> **EXERCISE GOAL**
In the listing below, find each line that holds the string "this" and copy it.

> **DATA**
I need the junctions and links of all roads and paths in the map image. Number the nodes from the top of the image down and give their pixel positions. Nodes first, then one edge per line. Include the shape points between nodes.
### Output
* * *
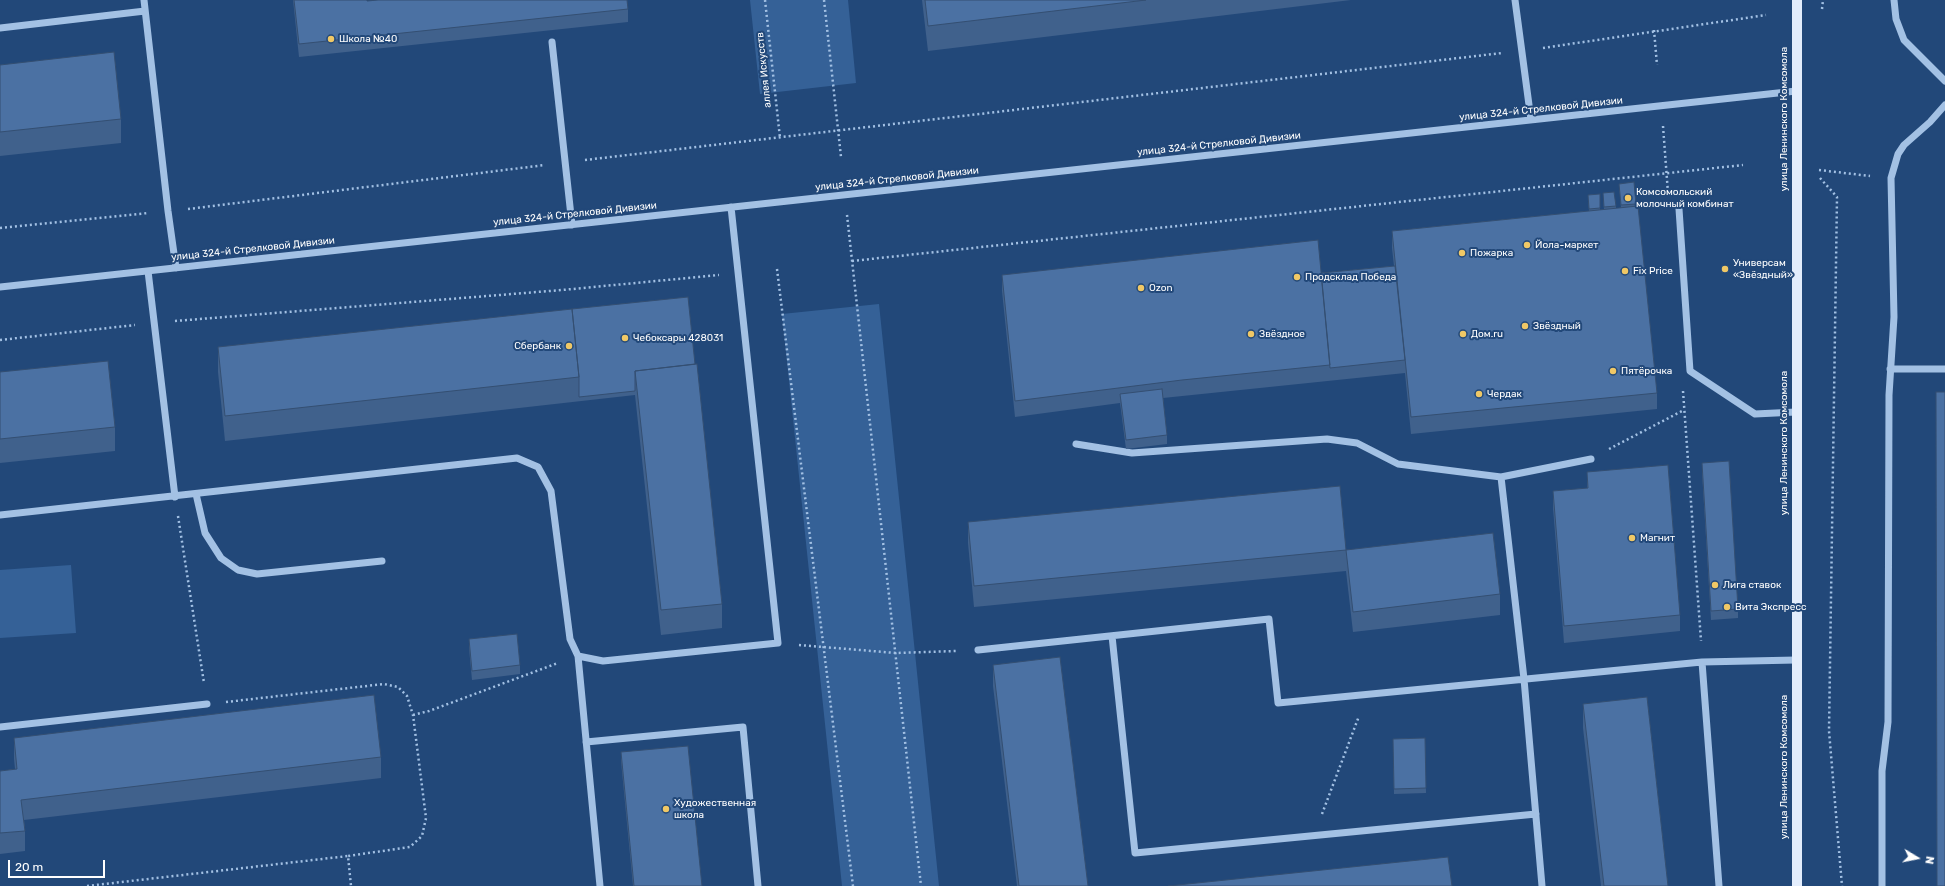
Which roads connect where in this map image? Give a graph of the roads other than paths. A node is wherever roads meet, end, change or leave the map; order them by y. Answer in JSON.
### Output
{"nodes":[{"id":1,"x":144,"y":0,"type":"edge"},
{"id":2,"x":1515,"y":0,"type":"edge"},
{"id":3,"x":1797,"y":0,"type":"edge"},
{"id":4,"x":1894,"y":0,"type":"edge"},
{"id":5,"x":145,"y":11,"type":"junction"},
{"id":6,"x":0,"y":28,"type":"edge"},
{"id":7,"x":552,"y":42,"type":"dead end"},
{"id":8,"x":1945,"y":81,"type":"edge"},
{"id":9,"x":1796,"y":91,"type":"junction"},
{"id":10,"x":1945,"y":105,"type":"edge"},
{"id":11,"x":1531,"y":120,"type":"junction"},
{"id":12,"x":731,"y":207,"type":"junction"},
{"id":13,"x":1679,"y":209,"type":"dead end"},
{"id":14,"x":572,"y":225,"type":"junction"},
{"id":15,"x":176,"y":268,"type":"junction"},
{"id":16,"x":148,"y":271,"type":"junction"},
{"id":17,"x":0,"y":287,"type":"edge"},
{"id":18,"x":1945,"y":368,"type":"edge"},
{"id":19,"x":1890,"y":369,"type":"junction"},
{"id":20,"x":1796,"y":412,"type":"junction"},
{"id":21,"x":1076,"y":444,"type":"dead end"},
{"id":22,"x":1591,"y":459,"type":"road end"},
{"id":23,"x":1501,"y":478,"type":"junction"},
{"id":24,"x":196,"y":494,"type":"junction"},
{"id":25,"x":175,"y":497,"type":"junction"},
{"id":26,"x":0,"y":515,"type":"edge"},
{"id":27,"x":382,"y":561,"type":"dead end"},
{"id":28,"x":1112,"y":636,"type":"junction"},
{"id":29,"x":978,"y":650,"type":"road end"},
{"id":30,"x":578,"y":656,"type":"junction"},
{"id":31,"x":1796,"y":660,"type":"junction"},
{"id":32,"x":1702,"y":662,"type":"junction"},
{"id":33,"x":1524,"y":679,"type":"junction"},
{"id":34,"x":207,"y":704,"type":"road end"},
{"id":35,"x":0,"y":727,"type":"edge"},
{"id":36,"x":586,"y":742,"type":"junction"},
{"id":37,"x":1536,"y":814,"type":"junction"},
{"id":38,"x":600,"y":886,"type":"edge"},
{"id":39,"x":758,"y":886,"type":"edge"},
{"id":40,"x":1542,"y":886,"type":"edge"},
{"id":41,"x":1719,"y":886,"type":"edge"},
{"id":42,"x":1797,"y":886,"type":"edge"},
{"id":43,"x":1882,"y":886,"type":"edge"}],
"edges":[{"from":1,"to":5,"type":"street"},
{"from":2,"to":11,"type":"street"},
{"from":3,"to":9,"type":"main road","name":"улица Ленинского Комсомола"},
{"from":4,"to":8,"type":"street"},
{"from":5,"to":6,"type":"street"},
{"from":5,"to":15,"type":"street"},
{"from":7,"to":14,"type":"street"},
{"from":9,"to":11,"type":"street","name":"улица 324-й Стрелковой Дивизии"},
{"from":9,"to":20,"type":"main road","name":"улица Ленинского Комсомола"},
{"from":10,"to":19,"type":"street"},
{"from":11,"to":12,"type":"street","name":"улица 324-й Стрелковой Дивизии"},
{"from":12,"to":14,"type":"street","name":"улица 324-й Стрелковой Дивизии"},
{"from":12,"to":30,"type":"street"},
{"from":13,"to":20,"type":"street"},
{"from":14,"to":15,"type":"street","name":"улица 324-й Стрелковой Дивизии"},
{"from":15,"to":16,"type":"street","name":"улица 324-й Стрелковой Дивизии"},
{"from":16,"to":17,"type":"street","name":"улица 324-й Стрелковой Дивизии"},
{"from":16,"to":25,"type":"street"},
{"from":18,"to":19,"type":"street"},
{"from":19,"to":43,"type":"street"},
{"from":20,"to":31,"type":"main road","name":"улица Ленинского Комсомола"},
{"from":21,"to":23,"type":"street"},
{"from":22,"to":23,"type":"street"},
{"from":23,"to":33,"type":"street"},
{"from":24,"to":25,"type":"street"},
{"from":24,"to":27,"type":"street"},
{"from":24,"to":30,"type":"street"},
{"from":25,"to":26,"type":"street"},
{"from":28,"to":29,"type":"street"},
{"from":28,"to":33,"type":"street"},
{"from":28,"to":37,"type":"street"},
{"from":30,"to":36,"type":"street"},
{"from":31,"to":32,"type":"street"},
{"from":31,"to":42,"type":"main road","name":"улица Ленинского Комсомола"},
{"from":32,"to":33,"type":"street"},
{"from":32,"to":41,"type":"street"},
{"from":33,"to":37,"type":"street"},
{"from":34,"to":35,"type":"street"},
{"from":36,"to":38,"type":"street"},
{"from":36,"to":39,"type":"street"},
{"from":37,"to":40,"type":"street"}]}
==
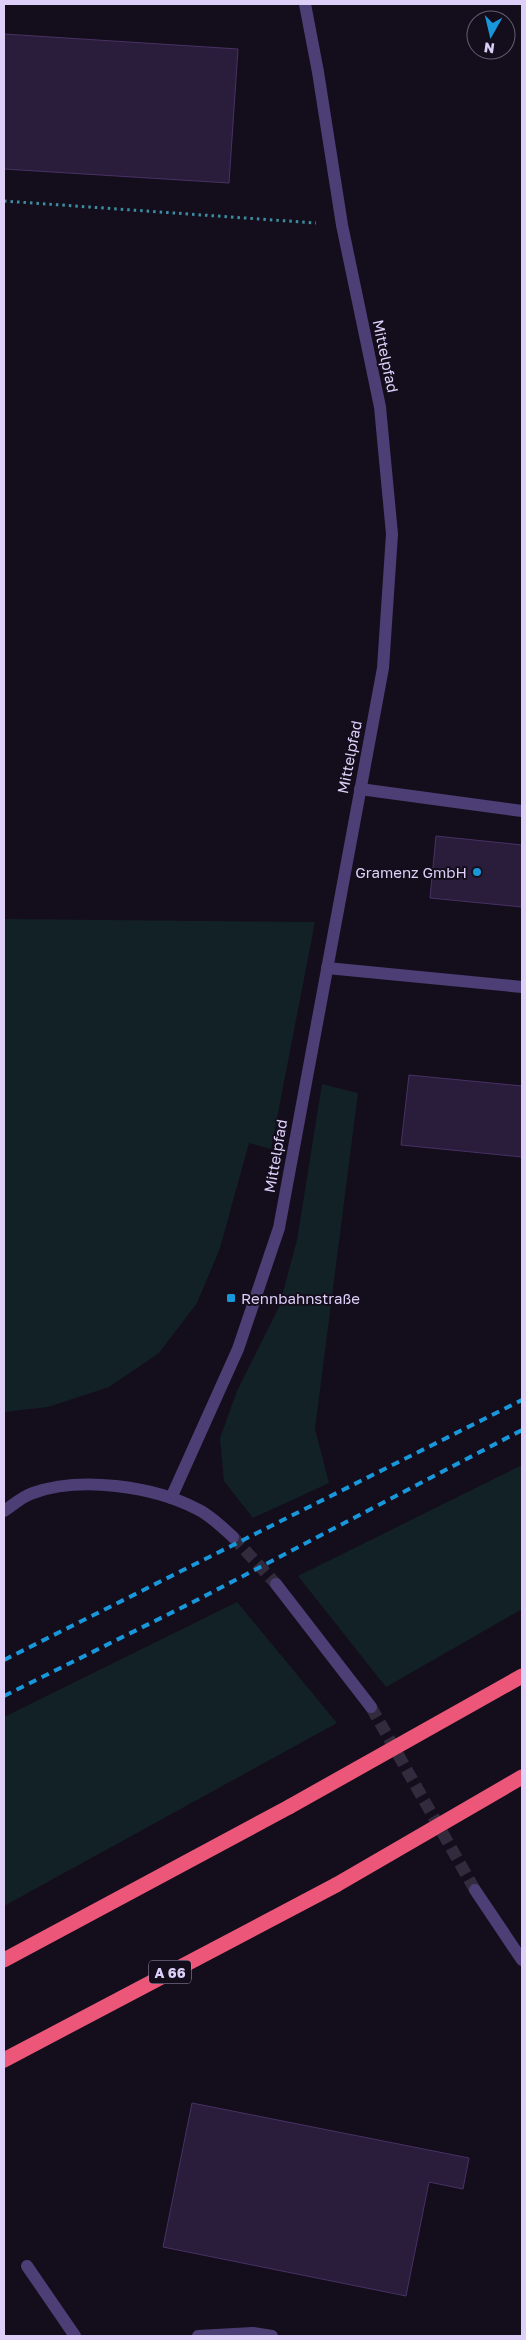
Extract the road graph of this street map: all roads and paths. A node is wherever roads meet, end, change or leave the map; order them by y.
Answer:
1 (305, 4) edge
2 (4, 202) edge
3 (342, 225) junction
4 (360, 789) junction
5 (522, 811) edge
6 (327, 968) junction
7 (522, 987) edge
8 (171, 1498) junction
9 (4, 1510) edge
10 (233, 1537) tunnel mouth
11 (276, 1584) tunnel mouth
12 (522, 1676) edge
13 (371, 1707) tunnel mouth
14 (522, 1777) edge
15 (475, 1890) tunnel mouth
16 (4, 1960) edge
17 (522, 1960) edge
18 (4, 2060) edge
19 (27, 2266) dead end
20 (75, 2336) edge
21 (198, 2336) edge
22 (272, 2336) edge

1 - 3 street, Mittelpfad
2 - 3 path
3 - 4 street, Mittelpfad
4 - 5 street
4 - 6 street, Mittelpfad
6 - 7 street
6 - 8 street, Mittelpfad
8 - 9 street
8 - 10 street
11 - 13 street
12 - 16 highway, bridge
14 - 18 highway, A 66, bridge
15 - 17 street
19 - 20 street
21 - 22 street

> **ANSWER TO THE PROBLEM**
Which roads connect where in this map image? Give a graph of the roads other than paths. A node is wherever roads meet, end, change or leave the map; order them by y. Answer in JSON.
Extract the road graph of this street map: all roads and paths. A node is wherever roads meet, end, change or leave the map; order them by y.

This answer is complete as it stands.